The Energy Balance Myth

Calories. Calories. Calories. There have been hundreds and thousands of recommendations towards what to eat, but something I feel people have always clung to, no matter what, is the idea of calories in MUST be less than calories out if we want to “lose” weight. I have to say though, with so many people who believe this, it’s funny a lot of people still subscribe to the idea that they have to eat every few hours. Go figure. I digress.

Let’s begin this discussion with what a calorie is. A calorie is simply a measurement of energy. The earliest texts credit two Frenchmen, P. A. Favre and J.T. Silbermann, and a German physician, Julius Mayer, with the discovery. A calorie was originally used as the measurement of energy needed to heat one kilo of water to Celsius. Now, over time, it made it’s way into food and nutrition via the bomb calorimeter. A bomb calorimeter is a CLOSED system that will ALWAYS reach equilibrium once you put something in it and combust it. This is how we derived the facts that 1 gram of protein/carbohydrate is equal to 4 calories worth of energy and 1 gram of fat is worth 9 calories of energy. The bomb calorimeter is presented with these “fuels” burns them, and the change in temperature to a neighboring tube is noted.

Now, let’s look at this from a standpoint of basic arithmetic just to illustrate on a very simplistic level how illogical the “energy balance” theory is. If I am trying to calculate how many calories I would have to consume in order to lose weight or gain, whatever your desire may be, what would my math equation look like? Well, let’s have a look. Just for further clarity, there is exactly 3,500 calories in 1lb of fat. 

So, let's say I decide that I need to lose 15 lbs. I’m overweight and I think this is a very attainable goal. Well, if I use this premise, I need to be sure that I am taking in 3,500 calories LESS than what I expend in exercise. Ok. So, say I decide to workout 1 hour a day. And I decide to consume only 1,000 calories a day. I Googled average calorie expenditure in one hour for jogging. Let’s say for the sake of argument, it’s a hard pace too. That’s where I derived my 1,200 number.

So, every day for 7 days out of the week: 1,000 (in) - 1,200 (out) = - 200 cals

Now, total for the week: -1,400 cals. Over the course of 3 weeks, I should be close to my goal of 3,500 calories. So what we’re saying is essentially:

21,000 cals (in) - 25,200 cals (out) = 1.2 lbs of fat (because 4,200 calories should be equal to 1.2 lbs of fat)
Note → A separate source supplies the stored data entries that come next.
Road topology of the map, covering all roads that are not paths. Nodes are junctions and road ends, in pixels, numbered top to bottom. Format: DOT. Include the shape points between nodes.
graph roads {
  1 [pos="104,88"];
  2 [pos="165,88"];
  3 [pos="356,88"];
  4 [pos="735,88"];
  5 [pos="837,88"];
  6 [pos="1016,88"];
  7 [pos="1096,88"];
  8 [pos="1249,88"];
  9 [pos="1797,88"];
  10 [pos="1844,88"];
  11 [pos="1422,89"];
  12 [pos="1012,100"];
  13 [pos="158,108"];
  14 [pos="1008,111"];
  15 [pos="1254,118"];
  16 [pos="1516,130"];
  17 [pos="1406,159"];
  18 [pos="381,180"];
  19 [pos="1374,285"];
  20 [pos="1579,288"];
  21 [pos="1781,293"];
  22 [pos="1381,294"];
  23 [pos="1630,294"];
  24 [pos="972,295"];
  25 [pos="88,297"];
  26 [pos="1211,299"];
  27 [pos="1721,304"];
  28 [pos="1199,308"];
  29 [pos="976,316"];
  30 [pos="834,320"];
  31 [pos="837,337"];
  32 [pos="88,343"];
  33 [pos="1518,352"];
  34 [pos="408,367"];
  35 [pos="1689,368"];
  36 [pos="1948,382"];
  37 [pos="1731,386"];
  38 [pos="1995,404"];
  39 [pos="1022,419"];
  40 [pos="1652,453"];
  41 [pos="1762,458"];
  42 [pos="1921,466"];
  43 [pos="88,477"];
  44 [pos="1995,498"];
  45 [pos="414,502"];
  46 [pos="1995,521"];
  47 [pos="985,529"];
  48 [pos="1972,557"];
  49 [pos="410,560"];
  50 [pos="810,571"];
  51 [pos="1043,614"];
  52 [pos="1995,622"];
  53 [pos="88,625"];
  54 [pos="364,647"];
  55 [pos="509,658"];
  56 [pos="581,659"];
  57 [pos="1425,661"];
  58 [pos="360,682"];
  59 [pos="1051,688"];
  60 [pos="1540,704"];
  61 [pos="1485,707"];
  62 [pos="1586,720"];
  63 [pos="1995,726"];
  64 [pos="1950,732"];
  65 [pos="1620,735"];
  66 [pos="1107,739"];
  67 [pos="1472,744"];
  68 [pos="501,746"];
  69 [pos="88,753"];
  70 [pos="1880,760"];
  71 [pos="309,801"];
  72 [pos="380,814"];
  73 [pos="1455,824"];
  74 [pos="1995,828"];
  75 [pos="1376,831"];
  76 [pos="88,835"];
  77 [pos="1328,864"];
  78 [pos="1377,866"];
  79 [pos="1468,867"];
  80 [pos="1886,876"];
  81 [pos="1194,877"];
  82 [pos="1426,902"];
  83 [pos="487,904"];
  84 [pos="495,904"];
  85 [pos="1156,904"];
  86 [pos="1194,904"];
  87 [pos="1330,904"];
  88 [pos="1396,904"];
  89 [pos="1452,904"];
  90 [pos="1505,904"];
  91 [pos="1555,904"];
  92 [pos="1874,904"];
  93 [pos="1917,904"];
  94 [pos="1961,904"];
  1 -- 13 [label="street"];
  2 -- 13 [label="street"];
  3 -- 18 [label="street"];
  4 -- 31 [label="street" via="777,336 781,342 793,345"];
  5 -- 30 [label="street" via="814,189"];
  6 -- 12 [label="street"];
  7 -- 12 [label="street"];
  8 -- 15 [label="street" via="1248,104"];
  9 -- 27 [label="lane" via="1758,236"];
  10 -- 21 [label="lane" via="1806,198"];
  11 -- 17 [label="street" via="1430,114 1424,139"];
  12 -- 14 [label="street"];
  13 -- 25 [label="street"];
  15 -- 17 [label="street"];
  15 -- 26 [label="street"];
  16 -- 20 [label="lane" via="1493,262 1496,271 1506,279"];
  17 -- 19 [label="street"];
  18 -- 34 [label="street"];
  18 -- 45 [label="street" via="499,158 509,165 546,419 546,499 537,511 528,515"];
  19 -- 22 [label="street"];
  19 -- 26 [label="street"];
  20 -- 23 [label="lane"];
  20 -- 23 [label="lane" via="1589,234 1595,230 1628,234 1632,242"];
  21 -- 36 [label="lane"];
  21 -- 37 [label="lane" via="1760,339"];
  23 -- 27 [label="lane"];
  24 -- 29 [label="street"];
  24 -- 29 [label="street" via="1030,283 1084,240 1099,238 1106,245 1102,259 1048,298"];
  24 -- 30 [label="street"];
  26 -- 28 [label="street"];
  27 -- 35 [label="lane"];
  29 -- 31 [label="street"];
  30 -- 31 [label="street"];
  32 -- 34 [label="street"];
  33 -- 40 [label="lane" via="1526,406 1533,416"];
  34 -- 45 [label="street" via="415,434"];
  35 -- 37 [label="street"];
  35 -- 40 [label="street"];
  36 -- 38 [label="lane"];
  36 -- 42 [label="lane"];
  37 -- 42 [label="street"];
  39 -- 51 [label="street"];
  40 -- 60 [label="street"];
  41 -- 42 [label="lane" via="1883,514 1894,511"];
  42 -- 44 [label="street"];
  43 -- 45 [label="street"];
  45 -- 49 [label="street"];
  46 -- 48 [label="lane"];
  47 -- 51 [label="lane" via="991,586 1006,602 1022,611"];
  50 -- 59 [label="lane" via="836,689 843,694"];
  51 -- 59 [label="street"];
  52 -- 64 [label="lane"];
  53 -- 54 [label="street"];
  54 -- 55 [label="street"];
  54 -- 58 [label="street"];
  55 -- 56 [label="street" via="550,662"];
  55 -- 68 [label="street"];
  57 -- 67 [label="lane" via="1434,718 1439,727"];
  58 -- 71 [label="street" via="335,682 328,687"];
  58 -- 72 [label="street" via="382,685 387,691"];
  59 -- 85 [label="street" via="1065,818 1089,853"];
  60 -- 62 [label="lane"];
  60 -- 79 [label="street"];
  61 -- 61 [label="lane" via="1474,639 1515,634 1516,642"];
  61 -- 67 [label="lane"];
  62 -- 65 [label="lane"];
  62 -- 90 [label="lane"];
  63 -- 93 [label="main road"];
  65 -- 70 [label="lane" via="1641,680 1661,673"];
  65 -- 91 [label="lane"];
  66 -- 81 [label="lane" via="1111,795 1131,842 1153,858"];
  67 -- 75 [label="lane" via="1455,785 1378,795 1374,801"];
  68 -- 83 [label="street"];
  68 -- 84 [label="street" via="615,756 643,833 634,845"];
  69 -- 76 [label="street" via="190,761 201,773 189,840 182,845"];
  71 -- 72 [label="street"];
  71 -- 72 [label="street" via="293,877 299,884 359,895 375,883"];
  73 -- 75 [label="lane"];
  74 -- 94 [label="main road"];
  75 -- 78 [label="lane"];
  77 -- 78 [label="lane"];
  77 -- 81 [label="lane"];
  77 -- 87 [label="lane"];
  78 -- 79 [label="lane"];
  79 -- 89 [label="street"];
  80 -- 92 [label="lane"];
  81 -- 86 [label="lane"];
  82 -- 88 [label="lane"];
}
Now, those of you still with me, I know math can be so nauseating, what’s wrong with this equation? Well, as we all know going back to our 8th grade math class: a valid equation cannot use TWO DIFFERENT MEASURING UNITS. A calorie is a MEASUREMENT OF ENERGY. A pound is a MEASUREMENT OF MASS. The above equation would have to compute to -4,200 calories; it can’t magically change to a completely different unit of measurement. Does - 4200 calories equal 1.2 lbs of specifically fat? How the hell do I know? A bomb calorimeter would say yes. But, as I mentioned, a bomb calorimeter is a CLOSED SYSTEM that ALWAYS reaches equilibrium. Are you, a human being, who expends energy simply by keeping your eyes open, a closed system? ABSOLUTELY NOT.

So, why is it that you eat only 500-1,200 calories a day, and work out “hard” for 1-2 hours and can’t seem to lose any weight? Well, aside from hoping a calorie will magically turn into a unit of mass, the more important question is what KIND of calories are you consuming?

Calories can come from food or drink and more specifically, 3 kinds of macronutrients and a 4th if you want to be really picky.

Protein, Carbs, and Fat (the fourth would be alcohol). All 3, when ingested, will cause your pancreas to release insulin. HOWEVER, carbohydrates will cause the pancreas to release it at a much HIGHER and FASTER rate. Insulin is your body’s storage hormone. So, let’s take a look at your breakfast, lunch and dinner.

Breakfast: A nutrigrain bar or special k bar or maybe cereal or maybe just a banana and a slice of toast.

Lunch: Half a sandwich, or maybe a slice of pizza or some fast food.

Dinner: Some chicken with a whole lot of pasta or rice.

The signal you’re sending your pancreas, every time you eat, is to store the food you’ve consumed FAST. Yes, protein and fat will release insulin, but not remotely as high or fast. Your stomach has to take time to digest protein and fat. They offer a buffer to how fast your insulin gets in your blood. Carbohydrates offer no such buffer.

So, you send high and fast storage signals to your blood 3 times a day at a minimum, possibly more, and then work out “hard” for possibly 30 minutes to an hour, and expect real change to happen by use of the “energy balance” theory. This is, as you can see, a very flawed premise.